If the interest rate for the swap is 5% now and 5% in 12 months then the ‘loss’ for the bank involved would be zero. It doesn’t matter if the notional amount is a billion dollars or a trillion. It’s still a total loss of zero. But let’s take look at what happens if the interest rates change.
If for instance rates had moved from 5% to 5.1%, then one party would pay a fixed 5% on the notional amount, and the other would pay a floating rate of 5.1% on the same amount. That’s one party paying 50 million, and the other paying 51 million, generating a net difference of 1 million dollars. One party would call that a gain on their billion dollar swap, and the other would call it a loss. But that total loss has taken 12 months to accrue. Break that into a daily gain/loss and it’s a total daily exposure of $3,846 dollars per day.
That’s it. A little less than 4K daily exposure on a 1 Billion dollar swap. This is a dramatic simplification, but it does address the basic principle. The billion dollar notional is never paid and never even risked. But if you’re trying to scare somebody, it’s a lot more intimidating than talking about a 4K daily exposure.
Not all derivatives are as simple as the example above, in fact… really none of them are. But as you add complexity to the derivative, typically the notional amount bears less of a relationship to the risk involved – not more.
And the point of all this is, if you know that a derivative has a notional value of 1 billion or 1 trillion, or even 10 Trillion, you really don’t know anything about how much risk the bank who issued it is really taking.
My friend Kevin Williamson posted a little blurb in the corner about a risk transfer that Bank of America pulled, that got partly tangled up in this issue. It may yet be a very serious issue, I don’t know the details. But I would be VERY surprised to discover that it was anything like 75 Trillion dollars at risk. I find it more likely that bank of America is doing this simply to keep their ‘borrowing’ cost low, and that it doesn’t represent a crisis moment at all.

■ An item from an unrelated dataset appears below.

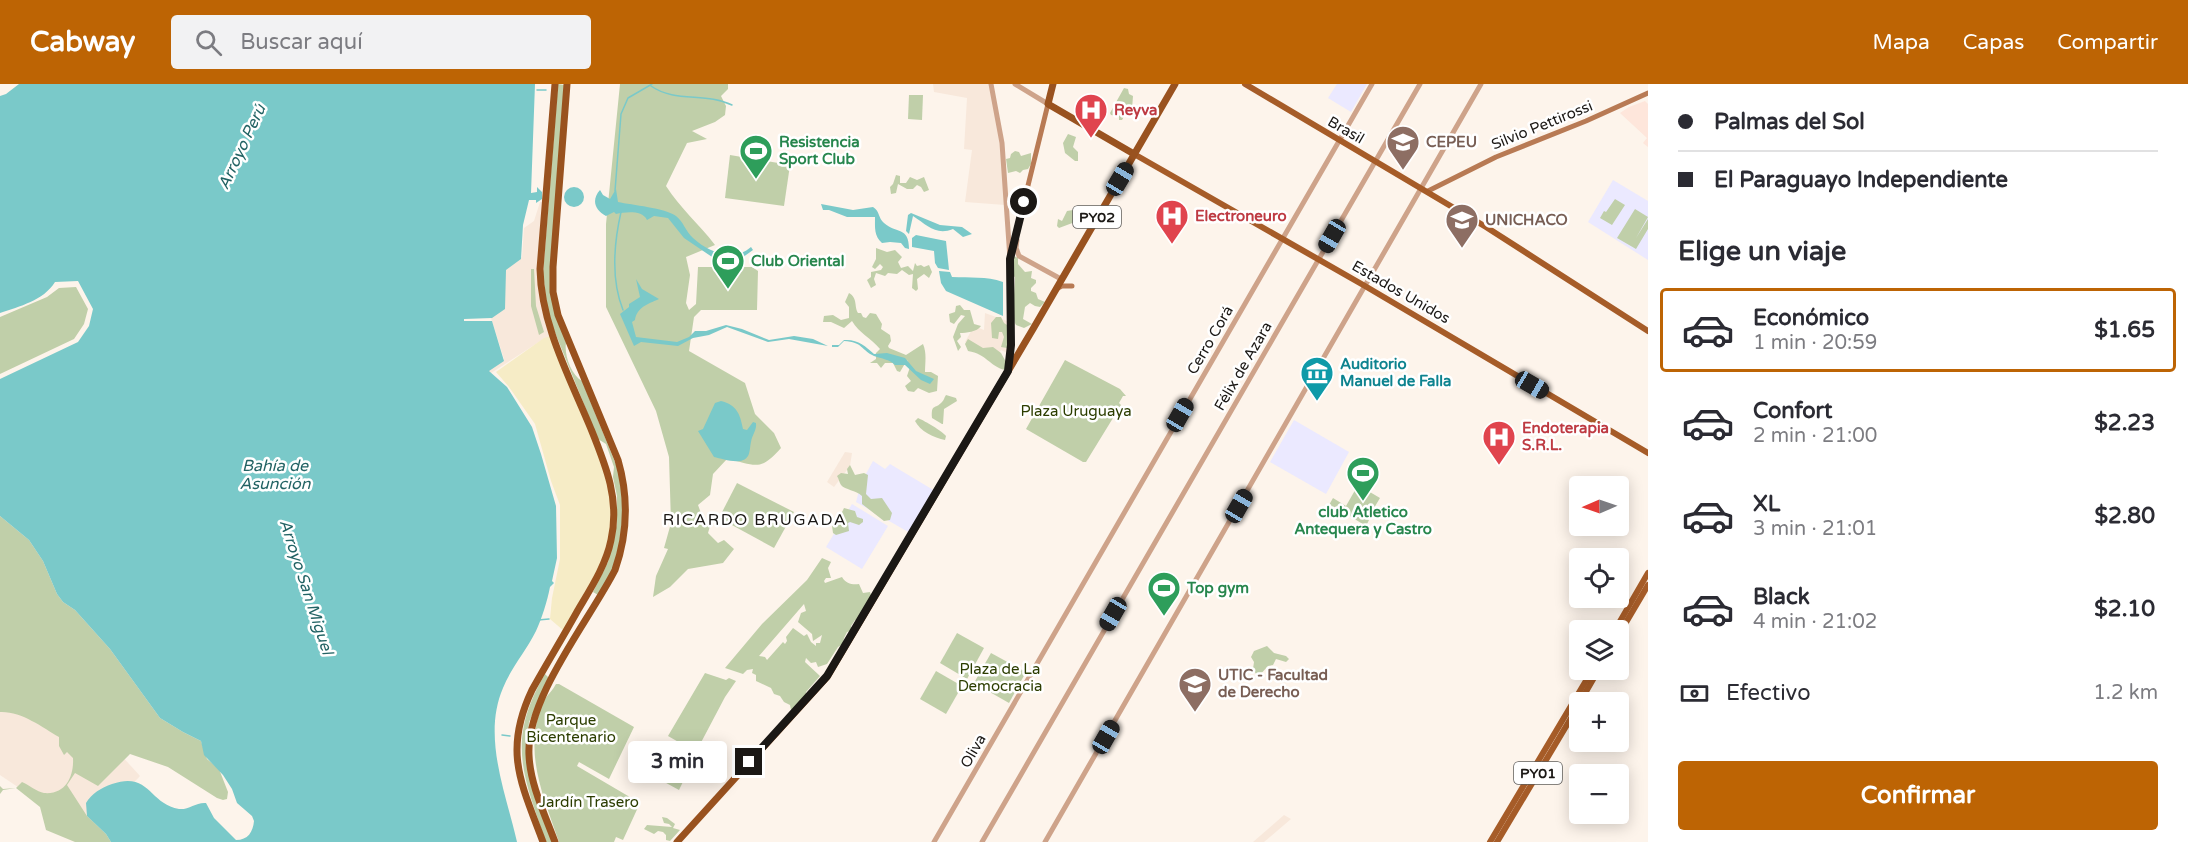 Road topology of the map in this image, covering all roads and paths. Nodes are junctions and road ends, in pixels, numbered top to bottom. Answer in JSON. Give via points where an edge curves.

Kevin is my friend, and is a terrifyingly smart guy. But he'd be the first to tell you that he doesn't have a financial background and no one has ever taught him this stuff. Even his corner post was phrased in the form of a question. Besides, just because the capital at risk is probably lower than the Bloomberg article would lead you to believe, it may still be a quite serious issue both legally and politically. Like I said, I don't know.
As for the others talking about this... while I love the guys at Zerohedge, they have been known to blow things slightly out of proportion on the very rare occasion. And as for the folks at Bloomberg news who wrote the original piece... as far as I can tell they don’t know the first thing about finance. And that it was they who started this ball rolling does not change that view.
This may be very serious, but we would need much more information than what's in the Bloomberg article to determine that. At a glance, I’d be more likely to call it a gap in the writer’s knowledge being blown just a tad out of proportion.